A limitation to our observations is related to the sometimes incomplete phenotypic information provided to us. Therefore, we cannot rule out the possibility that a patient with a pathogenic variant (missense, truncating, or splicing) who we categorized as not having a reported aortic event truly did not have aortic dissection/surgery. However, it should be noted that the frequency of aortic events in our cohort was similar to that reported by another larger study. Specifically, Détaint et al.1 observed a frequency of aortic events in 279 of 965 (28.9%) FBN1 mutation-positive patients ages 11 and older. We observed a similar aortic event frequency of 27.4% (34 of 124) in our cohort, considering patients ages 11 and older. Moreover, we were likely not biased by having a skewed percentage of mutation type because the missense mutation frequency (53.3%) in our overall cohort was similar to that observed in previous studies (50–59%).6,13,17 Furthermore, 18% of the patients in the cohort displayed mutations in exons 1–10, which is in agreement with previous works.12,16 Another potential limitation to our study is that our data may have been biased when younger or older patients were included in the analyses because of lower and higher frequencies of cardiovascular events, respectively. Furthermore, our data represent a mixture of ethnicities and therefore may unknowingly create a bias because of the potential for the presence of ethnicity-based differences in frequency of mutation type. Overall, it would be beneficial to use a more systematic method to better flesh out the association between protein-truncating/splicing variants and well-characterized cardiovascular features, including Z score, as well as other parameters such as patient age, sex, ethnicity, and presence of specific Ghent criteria features.

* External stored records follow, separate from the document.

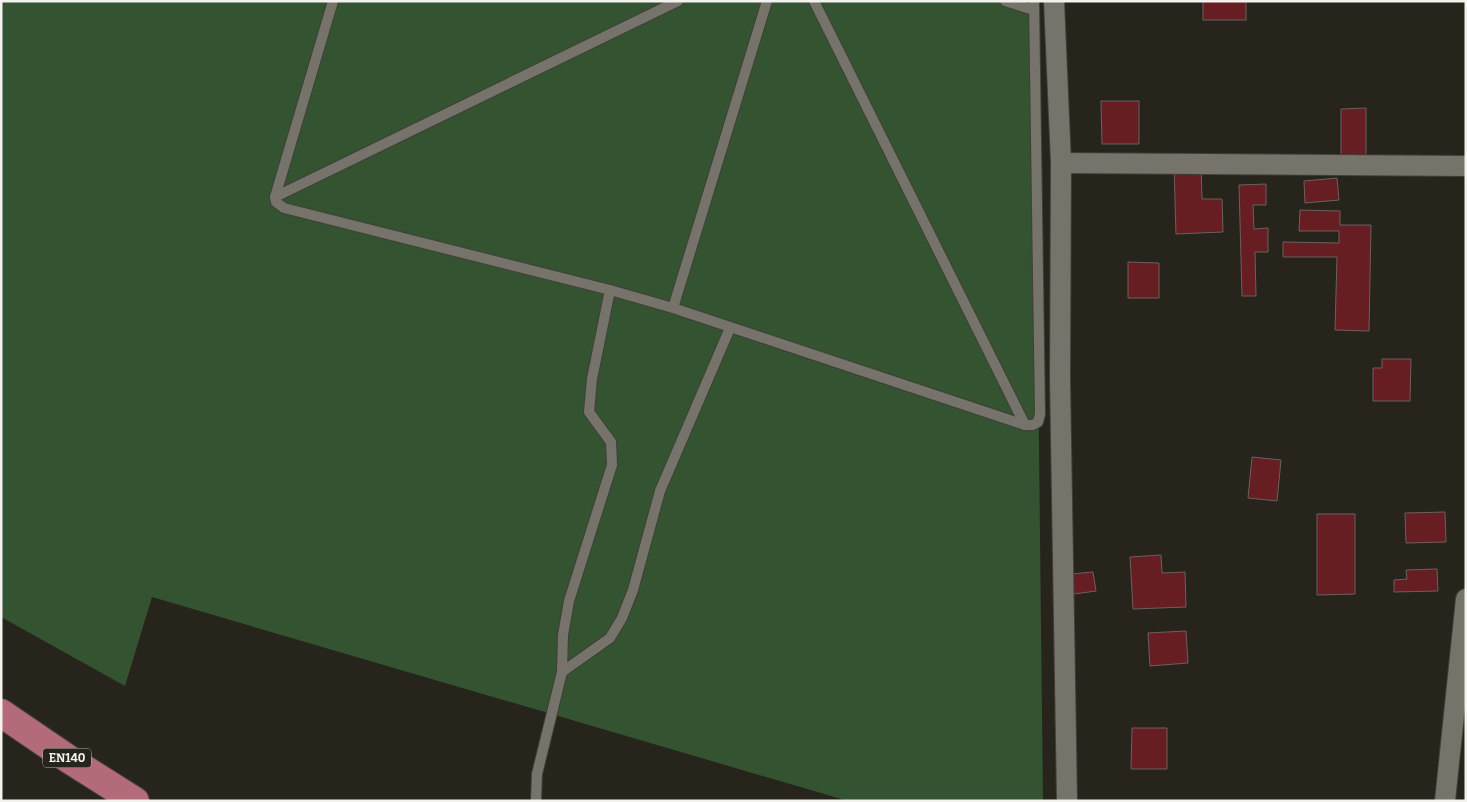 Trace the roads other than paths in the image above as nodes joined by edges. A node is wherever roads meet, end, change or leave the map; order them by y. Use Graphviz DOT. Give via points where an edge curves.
graph roads {
  1 [pos="333,1"];
  2 [pos="678,1"];
  3 [pos="767,1"];
  4 [pos="814,1"];
  5 [pos="1005,1"];
  6 [pos="1054,1"];
  7 [pos="1034,5"];
  8 [pos="1061,163"];
  9 [pos="1466,166"];
  10 [pos="275,197"];
  11 [pos="610,290"];
  12 [pos="673,308"];
  13 [pos="730,328"];
  14 [pos="1025,425"];
  15 [pos="1466,599"];
  16 [pos="562,672"];
  17 [pos="1,713"];
  18 [pos="135,801"];
  19 [pos="536,801"];
  20 [pos="1067,801"];
  21 [pos="1445,801"];
  1 -- 10 [label="lane"];
  2 -- 10 [label="lane"];
  3 -- 12 [label="lane"];
  4 -- 14 [label="lane"];
  5 -- 7 [label="lane"];
  6 -- 8 [label="street"];
  7 -- 14 [label="lane" via="1040,414 1036,424"];
  8 -- 9 [label="street"];
  8 -- 20 [label="street" via="1060,379"];
  10 -- 11 [label="lane" via="284,208"];
  11 -- 12 [label="lane"];
  11 -- 16 [label="lane" via="592,379 589,412 611,442 612,465 569,601 563,635"];
  12 -- 13 [label="lane"];
  13 -- 14 [label="lane"];
  13 -- 16 [label="lane" via="660,491 633,590 622,618 610,638"];
  15 -- 21 [label="street"];
  16 -- 19 [label="lane" via="537,774"];
  17 -- 18 [label="main road, EN140"];
}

In summary, our findings are significant and novel in that they demonstrate a strong association of MFS patients with truncating/splicing FBN1 mutations with both age-independent and age-dependent (i.e., early) aortic events. We observed a novel trend among those patients who had an aortic event of the event occurring at a earlier median age in the presence of a truncating/splicing variant. Overall, the results of this study may have important implications for the management of patients with FBN1 truncating and splicing variants, especially in light of the fact that current practice generally considers such patients to have a more mild disease course. Our data suggest that although all patients with MFS may benefit from FBN1 gene sequencing for the purpose of confirming the diagnosis, affected individuals should be monitored similarly for aortic dilatation and its complications, regardless of the FBN1 mutation type.

Disclosure

The authors declare no conflict of interest.